_WHAT IS BEING ASKED_:
The records must be retyped exactly, with no pictures included.
________________
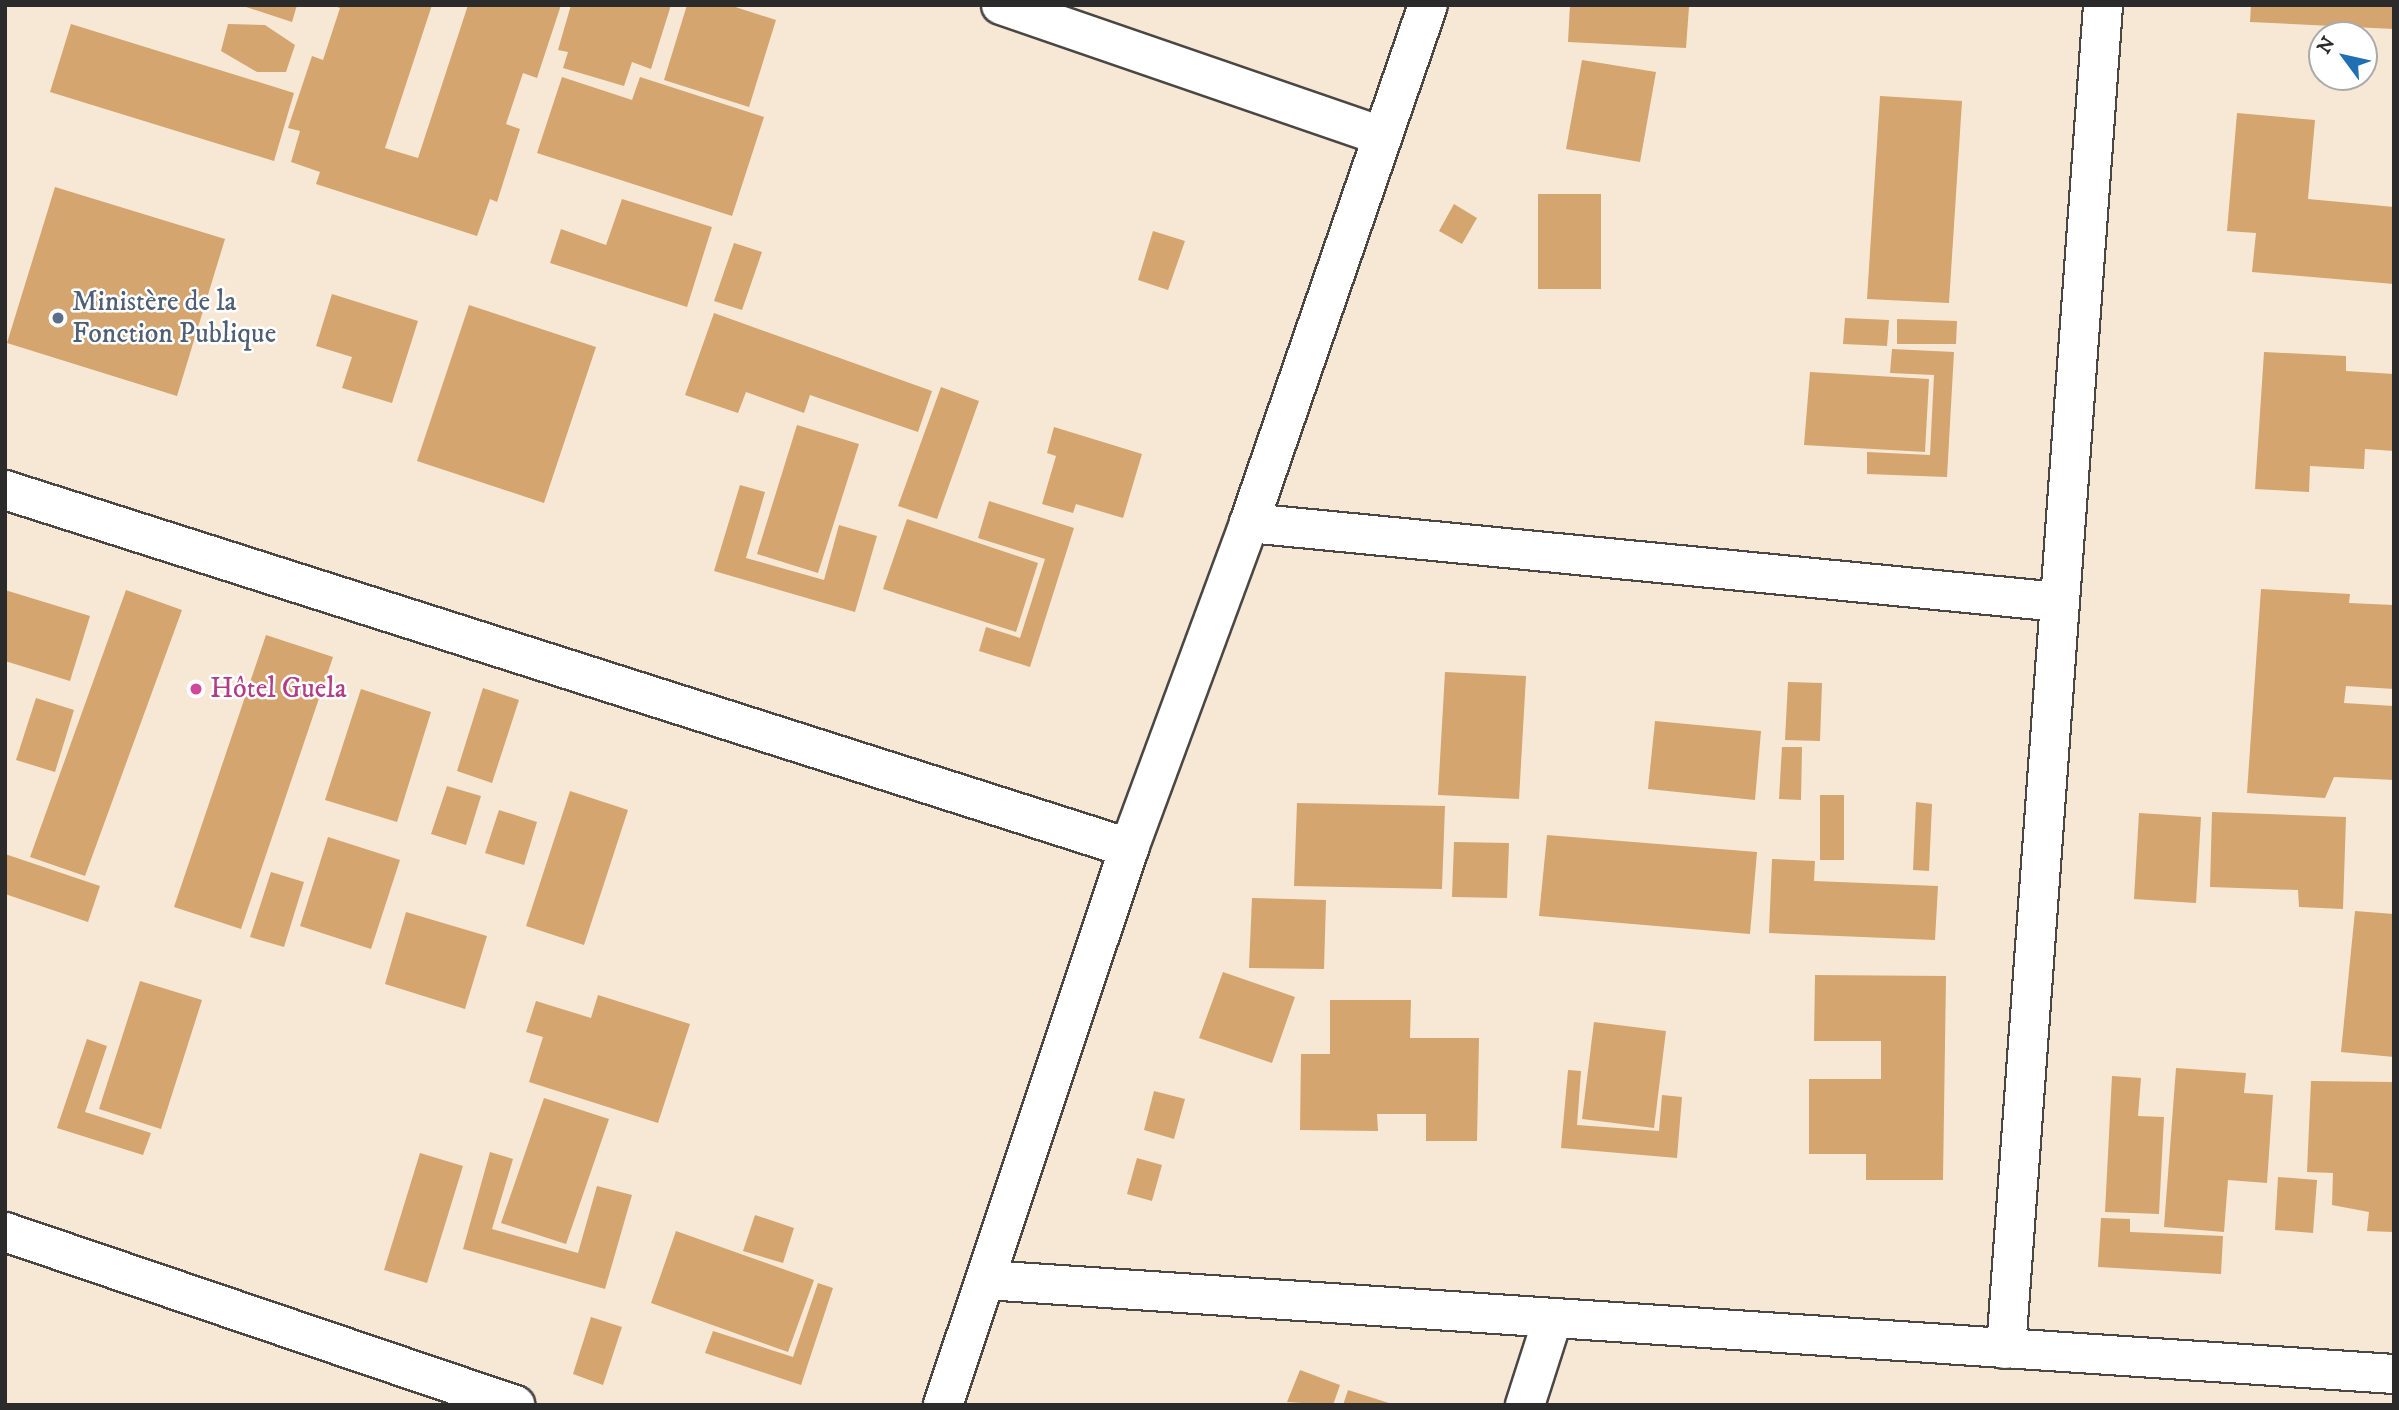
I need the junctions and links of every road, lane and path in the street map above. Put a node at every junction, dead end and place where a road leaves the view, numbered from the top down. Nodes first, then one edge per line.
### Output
1 (1001, 5) edge
2 (1427, 5) edge
3 (2102, 5) edge
4 (1382, 136) junction
5 (5, 490) edge
6 (1249, 523) junction
7 (2059, 602) junction
8 (1129, 848) junction
9 (5, 1232) edge
10 (986, 1280) junction
11 (1553, 1318) junction
12 (2006, 1349) junction
13 (2394, 1374) edge
14 (515, 1405) edge
15 (943, 1405) edge
16 (1525, 1405) edge

1 - 4 street
2 - 4 street
3 - 7 street
4 - 6 street
5 - 8 street
6 - 7 street
6 - 8 street
7 - 12 street
8 - 10 street
9 - 14 street
10 - 11 street
10 - 15 street
11 - 12 street
11 - 16 street
12 - 13 street

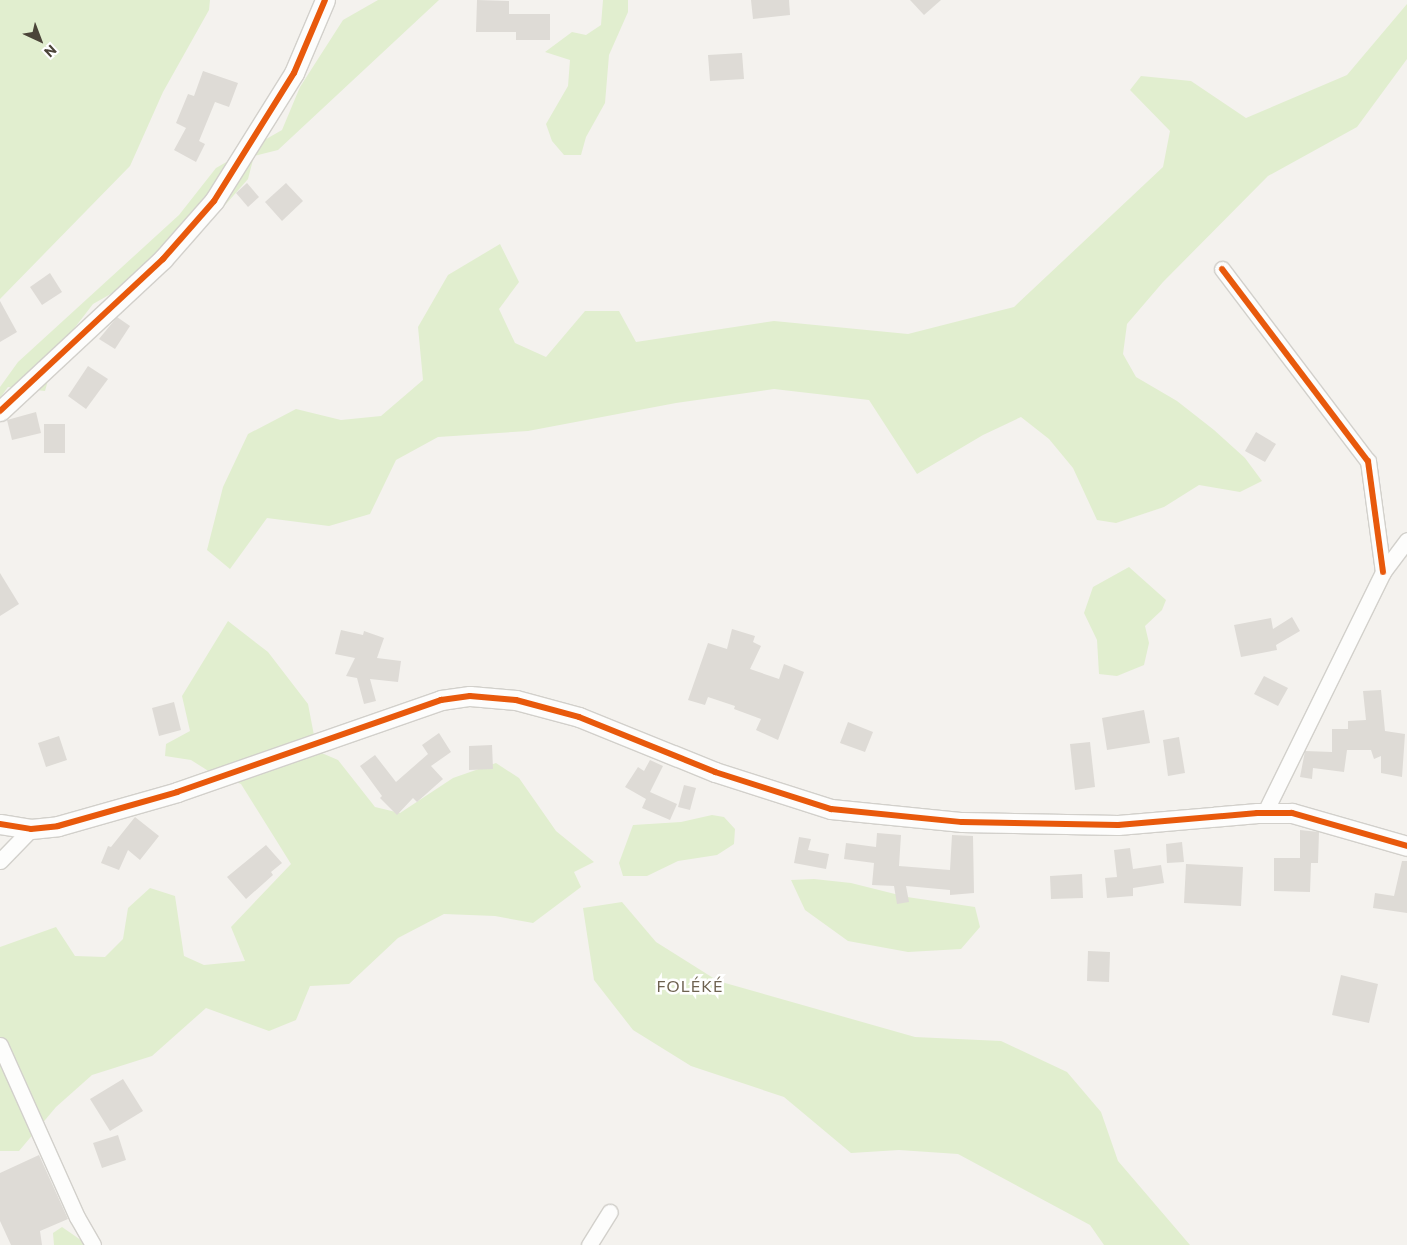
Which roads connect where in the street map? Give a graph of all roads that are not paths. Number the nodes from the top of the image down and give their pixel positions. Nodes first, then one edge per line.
1 (325, 0) edge
2 (1222, 269) dead end
3 (0, 411) edge
4 (1407, 540) edge
5 (1382, 572) junction
6 (1264, 812) junction
7 (0, 824) edge
8 (31, 829) junction
9 (1407, 846) edge
10 (0, 860) edge
11 (0, 1045) edge
12 (610, 1212) dead end
13 (94, 1245) edge
14 (589, 1245) edge

1 - 3 street
2 - 5 street
4 - 5 street
5 - 6 street
6 - 8 street
6 - 9 street
7 - 8 street
8 - 10 street
11 - 13 street
12 - 14 street

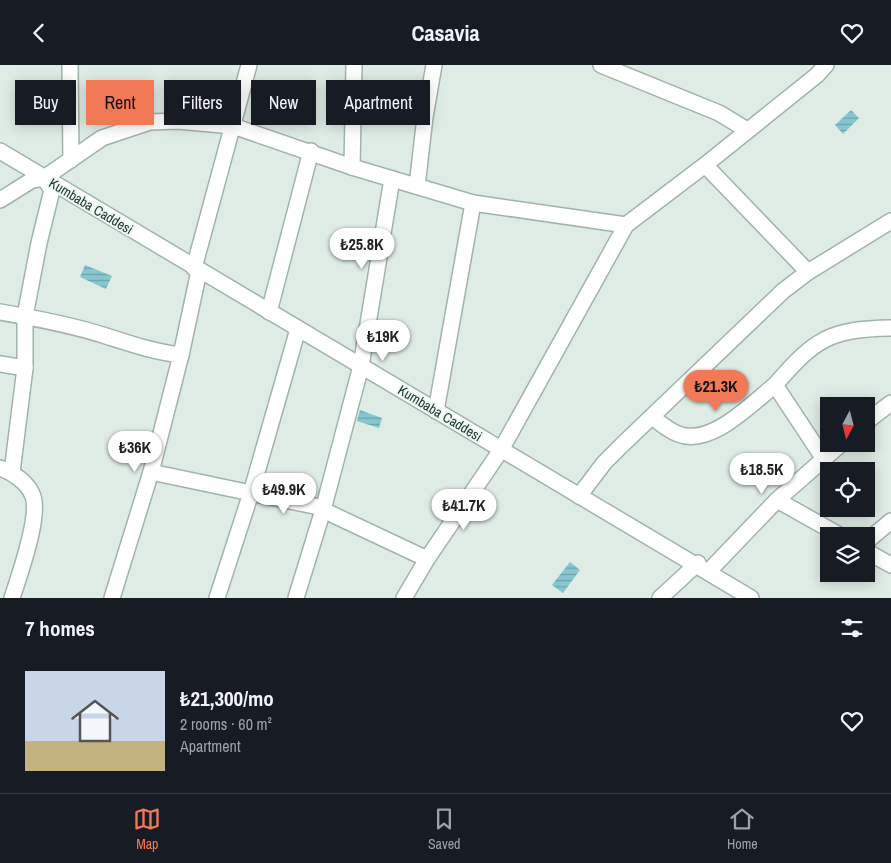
________________
_OUTPUT FOR THIS TASK_:
I need the junctions and links of every road, lane and path in the street map above. Put a node at every junction, dead end and place where a road leaves the view, numbered from the top down. Nodes first, then one edge per line.
### Output
1 (1001, 5) edge
2 (1427, 5) edge
3 (2102, 5) edge
4 (1382, 136) junction
5 (5, 490) edge
6 (1249, 523) junction
7 (2059, 602) junction
8 (1129, 848) junction
9 (5, 1232) edge
10 (986, 1280) junction
11 (1553, 1318) junction
12 (2006, 1349) junction
13 (2394, 1374) edge
14 (515, 1405) edge
15 (943, 1405) edge
16 (1525, 1405) edge

1 - 4 street
2 - 4 street
3 - 7 street
4 - 6 street
5 - 8 street
6 - 7 street
6 - 8 street
7 - 12 street
8 - 10 street
9 - 14 street
10 - 11 street
10 - 15 street
11 - 12 street
11 - 16 street
12 - 13 street

Which roads connect where in the street map? Give a graph of all roads that are not paths. Number the nodes from the top of the image down and give their pixel positions. Nodes first, then one edge per line.
1 (325, 0) edge
2 (1222, 269) dead end
3 (0, 411) edge
4 (1407, 540) edge
5 (1382, 572) junction
6 (1264, 812) junction
7 (0, 824) edge
8 (31, 829) junction
9 (1407, 846) edge
10 (0, 860) edge
11 (0, 1045) edge
12 (610, 1212) dead end
13 (94, 1245) edge
14 (589, 1245) edge

1 - 3 street
2 - 5 street
4 - 5 street
5 - 6 street
6 - 8 street
6 - 9 street
7 - 8 street
8 - 10 street
11 - 13 street
12 - 14 street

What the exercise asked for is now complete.